Segment Open

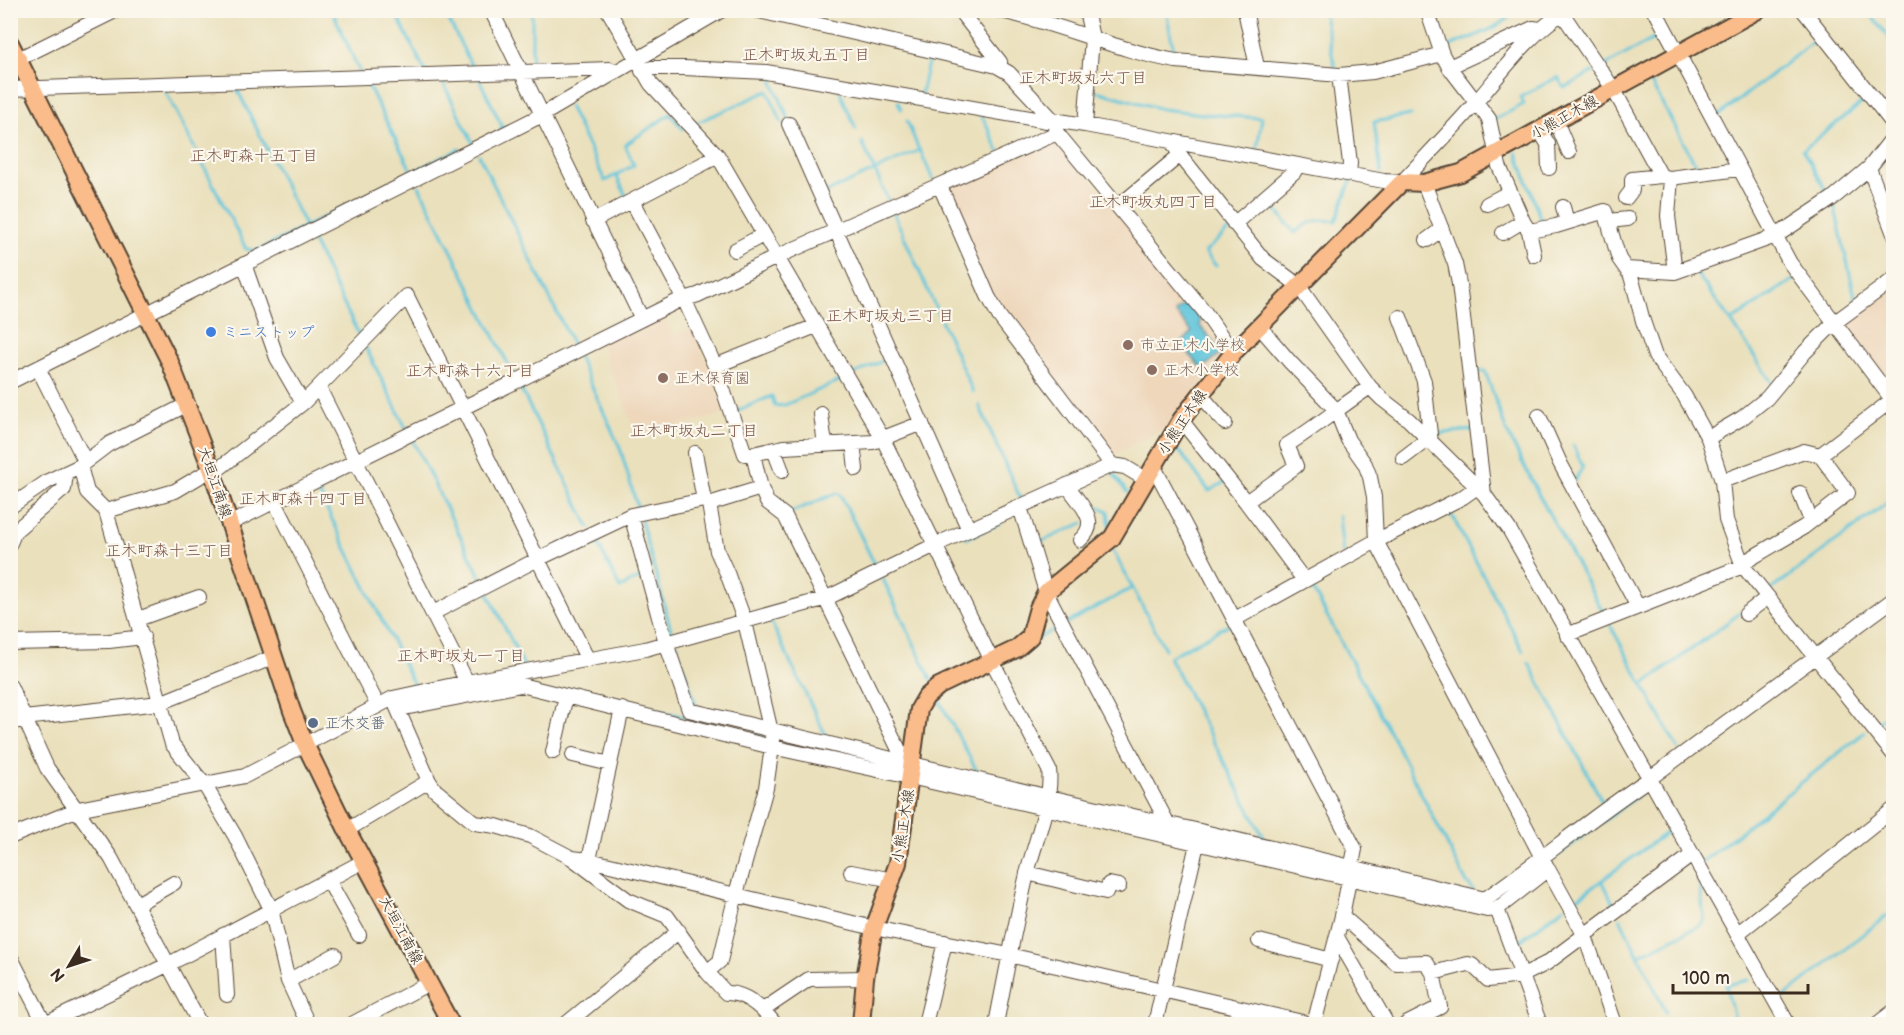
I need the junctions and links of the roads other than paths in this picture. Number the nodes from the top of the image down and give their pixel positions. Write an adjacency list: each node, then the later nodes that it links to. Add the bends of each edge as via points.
1 (117, 10): 20 (street)
2 (491, 10): 25 (street)
3 (608, 10): 21 (street)
4 (722, 10): 21 (street)
5 (755, 10): 22 (street)
6 (959, 10): 22 (street, via 1000,62)
7 (997, 10): 16 (street)
8 (1086, 10): 16 (street)
9 (1245, 10): 23 (street)
10 (1427, 10): 18 (street)
11 (1653, 10): 19 (street)
12 (1758, 10): 19 (main road, 小熊正木線)
13 (1803, 10): 36 (street)
14 (1565, 12): 15 (street); 30 (street)
15 (1541, 29): 24 (street, via 1533,28); 31 (street)
16 (1092, 38): 23 (street, via 1176,61); 35 (street)
17 (10, 43): 20 (main road, 大垣江南線)
18 (1442, 54): 24 (street); 27 (street, via 1373,72)
19 (1679, 54): 30 (main road, 小熊正木線); 48 (street)
20 (15, 62): 28 (main road, 大垣江南線)
21 (639, 66): 26 (street); 37 (street, via 766,72 1047,121); 44 (street)
22 (997, 66): 37 (street, via 1009,73)
23 (1257, 67): 27 (street)
24 (1449, 67): 31 (street)
25 (522, 72): 26 (street, via 610,69); 28 (street); 32 (street)
26 (615, 73): 32 (street)
27 (1339, 75): 49 (street)
28 (33, 88): 29 (street); 82 (main road, 大垣江南線)
29 (10, 89)
30 (1614, 90): 33 (main road, 小熊正木線); 50 (street)
31 (1476, 102): 42 (street, via 1489,119); 51 (street)
32 (542, 115): 61 (street); 76 (street)
33 (1556, 122): 38 (main road, 小熊正木線); 41 (street)
34 (789, 124): 67 (street)
35 (1085, 125): 37 (street); 40 (street)
36 (1893, 125)
37 (1055, 127): 53 (street); 58 (street)
38 (1540, 131): 42 (main road, 小熊正木線); 46 (street, via 1548,144)
39 (1893, 136): 47 (street)
40 (1172, 142): 43 (street); 45 (street)
41 (1569, 152)
42 (1497, 154): 52 (main road, 小熊正木線, via 1461,173); 54 (street)
43 (1180, 155): 58 (street); 64 (street)
44 (717, 156): 56 (street); 70 (street)
45 (1298, 165): 49 (street); 64 (street)
46 (1550, 168)
47 (1869, 168): 69 (street); 71 (street)
48 (1739, 169): 50 (street); 71 (street)
49 (1349, 174): 51 (street)
50 (1666, 177): 55 (street, via 1632,179 1632,190); 78 (street)
51 (1402, 182): 52 (main road, 小熊正木線); 80 (main road, 小熊正木線)
52 (1424, 183): 66 (street)
53 (940, 186): 67 (street); 117 (street, via 999,316)
54 (1510, 192): 57 (street); 65 (street)
55 (1626, 198)
56 (632, 201): 61 (street); 81 (street)
57 (1487, 204)
58 (1119, 206): 88 (street)
59 (1563, 207): 63 (street)
60 (1628, 219): 62 (street)
61 (593, 221): 84 (street)
62 (1608, 221): 63 (street, via 1605,211); 77 (street, via 1619,259)
63 (1567, 222): 65 (street)
64 (1234, 224): 80 (street, via 1263,259)
65 (1526, 226): 68 (street); 74 (street)
66 (1442, 229): 72 (street); 126 (street, via 1459,284)
67 (836, 231): 75 (street); 103 (street)
68 (1503, 232)
69 (1893, 234)
70 (763, 235): 73 (street); 75 (street)
71 (1776, 236): 78 (street); 85 (street, via 1790,263)
72 (1427, 240)
73 (735, 250)
74 (1534, 255)
75 (776, 258): 81 (street, via 716,281 698,296); 86 (street)
76 (244, 264): 82 (street); 96 (street, via 277,358)
77 (1626, 269): 78 (street); 105 (street, via 1655,356 1684,395)
78 (1675, 272)
79 (1893, 279): 85 (street)
80 (1298, 285): 87 (main road, 小熊正木線); 92 (street)
81 (684, 299): 84 (street); 89 (street)
82 (146, 313): 90 (street); 97 (main road, 大垣江南線)
83 (1400, 317): 107 (street, via 1424,381)
84 (642, 319): 98 (street)
85 (1834, 323): 95 (street); 105 (street, via 1767,398)
86 (816, 326): 89 (street); 106 (street)
87 (1259, 326): 88 (main road, 小熊正木線); 99 (street)
88 (1233, 352): 94 (main road, 小熊正木線)
89 (715, 366): 112 (street, via 745,454)
90 (38, 368): 91 (street); 116 (street)
91 (10, 382)
92 (1370, 387): 99 (street); 107 (street)
93 (317, 389): 96 (street); 98 (street, via 407,296); 115 (street)
94 (1200, 394): 102 (main road, 小熊正木線); 104 (street)
95 (1893, 401): 113 (street)
96 (303, 403): 119 (street)
97 (188, 404): 116 (street, via 109,444); 119 (main road, 大垣江南線)
98 (462, 408): 115 (street); 142 (street)
99 (1336, 410): 130 (street, via 1287,445 1296,466); 139 (street, via 1370,477)
100 (821, 414): 109 (street)
101 (1539, 416): 150 (street)
102 (1181, 420): 121 (main road, 小熊正木線); 130 (street)
103 (922, 423): 106 (street); 137 (street)
104 (1225, 423)
105 (1708, 438): 123 (street)
106 (883, 439): 108 (street); 141 (street)
107 (1430, 441): 114 (street); 126 (street)
108 (853, 443): 109 (street); 118 (street)
109 (825, 445): 110 (street)
110 (774, 450): 112 (street); 120 (street)
111 (695, 453): 129 (street)
112 (753, 454): 125 (street)
113 (1820, 455): 123 (street, via 1804,451); 135 (street, via 1848,493)
114 (1403, 458)
115 (356, 462): 128 (street); 151 (street)
116 (83, 463): 122 (street); 133 (street, via 87,492)
117 (1112, 465): 121 (street); 124 (street)
118 (856, 469)
119 (212, 471): 133 (street, via 175,491); 136 (main road, 大垣江南線)
120 (782, 471)
121 (1149, 472): 145 (main road, 小熊正木線, via 1112,538); 154 (street)
122 (66, 473): 131 (street); 140 (street, via 64,489 15,531)
123 (1722, 481): 143 (street, via 1726,520)
124 (1067, 486): 132 (street); 138 (street, via 1090,523)
125 (761, 488): 129 (street); 148 (street, via 767,502 785,516)
126 (1481, 491): 139 (street); 156 (street, via 1509,529)
127 (1800, 493): 135 (street)
128 (275, 502): 136 (street); 169 (street)
129 (706, 502): 134 (street); 155 (street, via 717,551)
130 (1246, 502): 144 (street)
131 (10, 507)
132 (1020, 507): 137 (street); 145 (street)
133 (106, 511): 153 (street)
134 (631, 515): 142 (street); 159 (street)
135 (1811, 521): 143 (street)
136 (229, 525): 161 (main road, 大垣江南線)
137 (969, 530): 141 (street)
138 (1080, 540)
139 (1376, 541): 144 (street); 195 (street)
140 (10, 543)
141 (935, 545): 148 (street); 163 (street)
142 (538, 559): 151 (street); 162 (street)
143 (1743, 566): 147 (street); 150 (street)
144 (1304, 580): 154 (street)
145 (1046, 592): 163 (main road, 小熊正木線, via 1030,637); 187 (street)
146 (199, 597): 153 (street)
147 (1768, 597): 152 (street); 160 (street)
148 (826, 598): 155 (street); 180 (street)
149 (1893, 599): 160 (street)
150 (1638, 607): 156 (street)
151 (433, 613): 164 (street)
152 (1746, 614)
153 (138, 619): 157 (street)
154 (1235, 619): 198 (street, via 1355,849)
155 (745, 622): 159 (street); 173 (street)
156 (1567, 635): 181 (street)
157 (143, 637): 158 (street); 167 (street)
158 (10, 643)
159 (666, 644): 162 (street); 173 (street, via 689,710)
160 (1815, 656): 178 (street); 181 (street)
161 (274, 657): 167 (street); 174 (main road, 大垣江南線)
162 (588, 660): 164 (street)
163 (992, 661): 180 (main road, 小熊正木線, via 939,686 926,697 919,709); 184 (street, via 1049,770)
164 (467, 682): 168 (street)
165 (10, 686): 171 (street)
166 (566, 696): 168 (street, via 521,684); 170 (street); 176 (street)
167 (160, 703): 171 (street); 183 (street, via 172,744)
168 (396, 704): 169 (street); 182 (street)
169 (378, 706): 174 (street)
170 (622, 709): 175 (street); 179 (street)
171 (24, 718): 172 (street); 185 (street, via 47,768)
172 (10, 724)
173 (771, 732): 175 (street); 180 (street)
174 (305, 744): 183 (street, via 245,776); 188 (main road, 大垣江南線)
175 (772, 747): 180 (street); 203 (street, via 766,788)
176 (553, 752)
177 (573, 755): 179 (street)
178 (1893, 755)
179 (610, 764): 193 (street)
180 (911, 770): 184 (street); 200 (main road, 小熊正木線)
181 (1649, 779): 191 (street); 195 (street, via 1607,807)
182 (429, 781): 188 (street); 192 (street, via 476,823 530,837)
183 (204, 784): 185 (street); 205 (street)
184 (1047, 802): 187 (street); 190 (street); 197 (street)
185 (78, 809): 189 (street); 204 (street)
186 (1893, 809): 210 (street)
187 (1168, 824): 190 (street)
188 (347, 830): 194 (main road, 大垣江南線)
189 (10, 837)
190 (1199, 838): 198 (street); 228 (street)
191 (1692, 855): 210 (street); 213 (street)
192 (572, 858): 193 (street); 209 (street, via 628,900 668,916)
193 (589, 860): 203 (street)
194 (364, 861): 199 (street); 227 (main road, 大垣江南線)
195 (1546, 863): 198 (street, via 1485,899); 206 (street); 213 (street)
196 (851, 872): 200 (street)
197 (1028, 873): 202 (street, via 1106,892 1108,884); 218 (street)
198 (1352, 873): 206 (street, via 1487,910); 207 (street)
199 (328, 880): 205 (street); 212 (street)
200 (893, 880): 208 (main road, 小熊正木線)
201 (174, 883): 204 (street)
202 (1119, 886)
203 (736, 894): 208 (street); 222 (street, via 720,961)
204 (137, 904): 221 (street)
205 (271, 909): 211 (street); 226 (street)
206 (1497, 909): 224 (street)
207 (1342, 916): 214 (street); 223 (street, via 1396,963 1426,962)
208 (874, 928): 216 (street); 225 (main road, 小熊正木線)
209 (680, 931): 222 (street); 239 (street)
210 (1737, 934): 251 (street)
211 (223, 935): 221 (street); 229 (street)
212 (359, 935)
213 (1585, 936): 224 (street); 250 (street)
214 (1337, 937): 220 (street); 247 (street)
215 (1259, 941): 220 (street)
216 (945, 942): 218 (street); 242 (street)
217 (335, 955): 226 (street)
218 (1009, 955): 228 (street); 243 (street)
219 (10, 956): 234 (street)
220 (1331, 960): 246 (street)
221 (168, 964): 234 (street); 235 (street)
222 (707, 972): 231 (street, via 726,993 737,992)
223 (1433, 974): 224 (street, via 1468,964 1488,980); 248 (street, via 1440,1007)
224 (1521, 976): 249 (street)
225 (865, 978): 231 (street, via 809,979); 241 (main road, 小熊正木線)
226 (288, 981): 236 (street)
227 (429, 982): 237 (street); 238 (main road, 大垣江南線)
228 (1164, 991): 230 (street); 244 (street)
229 (227, 995)
230 (1239, 1008): 245 (street); 246 (street)
231 (763, 1010): 240 (street)
232 (1893, 1011): 233 (street)
233 (1880, 1023)
234 (45, 1024)
235 (200, 1024)
236 (308, 1024)
237 (352, 1024)
238 (451, 1024)
239 (566, 1024)
240 (775, 1024)
241 (861, 1024)
242 (925, 1024)
243 (996, 1024)
244 (1155, 1024)
245 (1235, 1024)
246 (1312, 1024)
247 (1387, 1024)
248 (1406, 1024)
249 (1540, 1024)
250 (1615, 1024)
251 (1788, 1024)

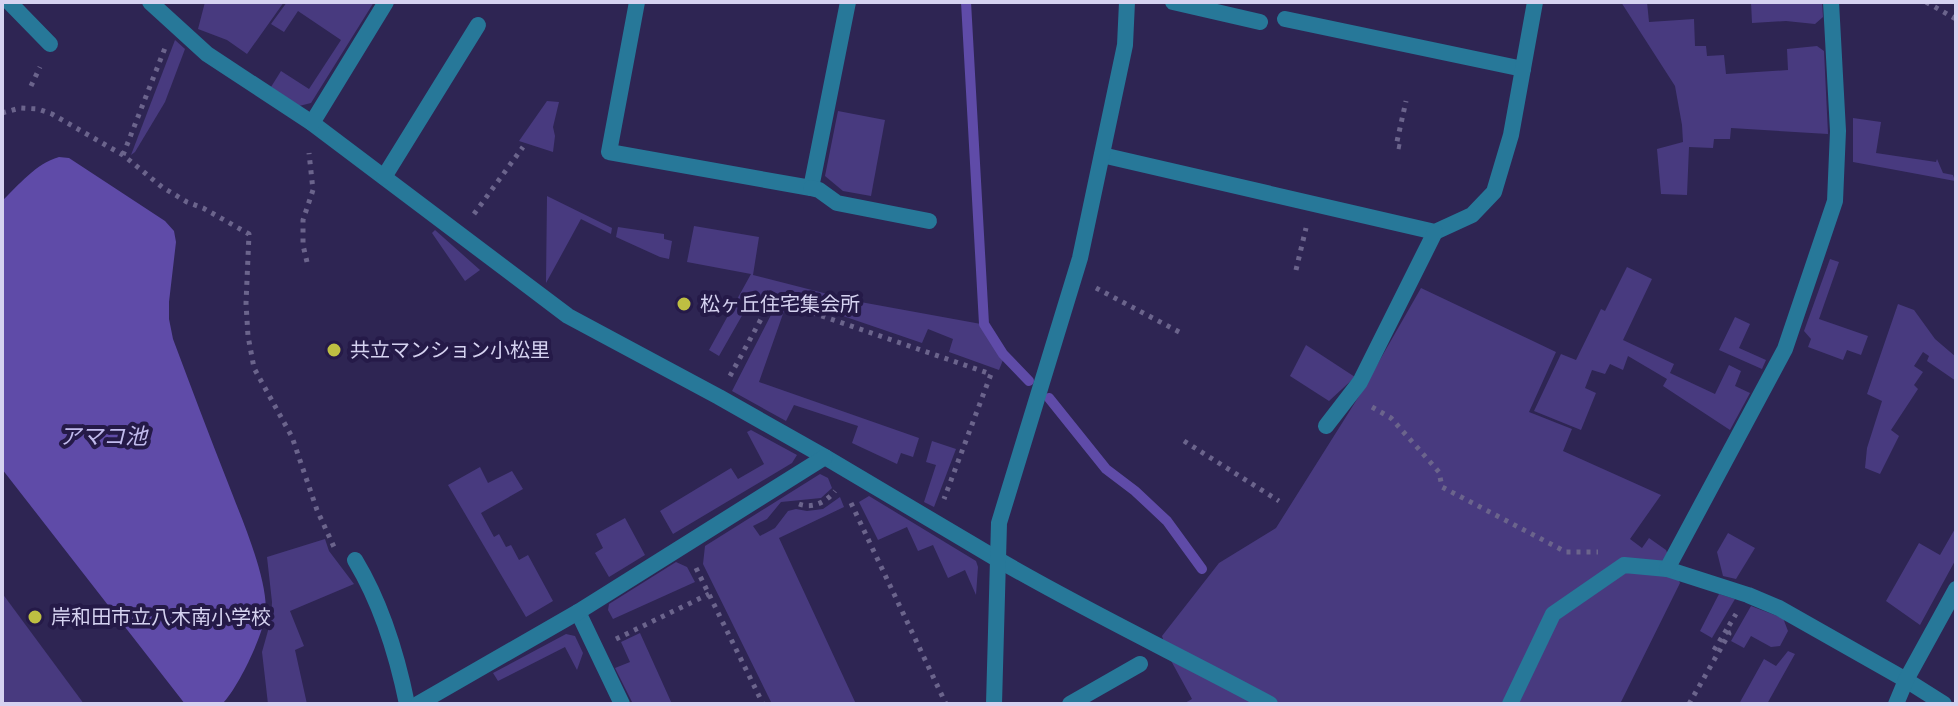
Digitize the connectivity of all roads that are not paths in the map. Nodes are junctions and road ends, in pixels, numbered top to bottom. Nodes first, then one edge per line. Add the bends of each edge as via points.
1 (9, 2) edge
2 (150, 2) edge
3 (386, 2) edge
4 (637, 2) edge
5 (848, 2) edge
6 (1127, 2) edge
7 (1173, 2) edge
8 (1535, 2) edge
9 (1831, 2) edge
10 (1285, 19) dead end
11 (1260, 22) dead end
12 (478, 25) dead end
13 (50, 44) dead end
14 (1523, 69) junction
15 (316, 126) junction
16 (1102, 155) junction
17 (384, 177) junction
18 (811, 188) junction
19 (929, 221) dead end
20 (1435, 232) junction
21 (1326, 426) dead end
22 (825, 457) junction
23 (997, 559) junction
24 (355, 560) road end
25 (1667, 569) junction
26 (1956, 589) edge
27 (578, 612) junction
28 (1167, 649) junction
29 (1906, 680) junction
30 (407, 704) edge
31 (418, 704) edge
32 (622, 704) edge
33 (994, 704) edge
34 (1070, 704) edge
35 (1270, 704) edge
36 (1510, 704) edge
37 (1896, 704) edge
38 (1944, 704) edge

1 - 13 street
2 - 15 street via 207,54
3 - 15 street
4 - 18 street via 609,152
5 - 18 street
6 - 16 street via 1125,45
7 - 11 street
8 - 14 street
9 - 25 street via 1838,131 1835,201 1785,349
10 - 14 street
12 - 17 street
14 - 20 street via 1494,192 1472,215
15 - 17 street
16 - 20 street
16 - 23 street via 1080,258 999,523
17 - 22 street via 568,316
18 - 19 street via 837,203
20 - 21 street via 1360,382
22 - 23 street
22 - 27 street
23 - 28 street
23 - 33 street
24 - 30 street via 381,613
25 - 29 street via 1779,608
25 - 36 street via 1624,565 1553,614
26 - 29 street
27 - 31 street
27 - 32 street
28 - 34 street
28 - 35 street
29 - 37 street
29 - 38 street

Segment Closed

(Exercise):
Could you state how many lines of the entries contain the word "junctions"? Only the number is wanted.

(Finished task):
2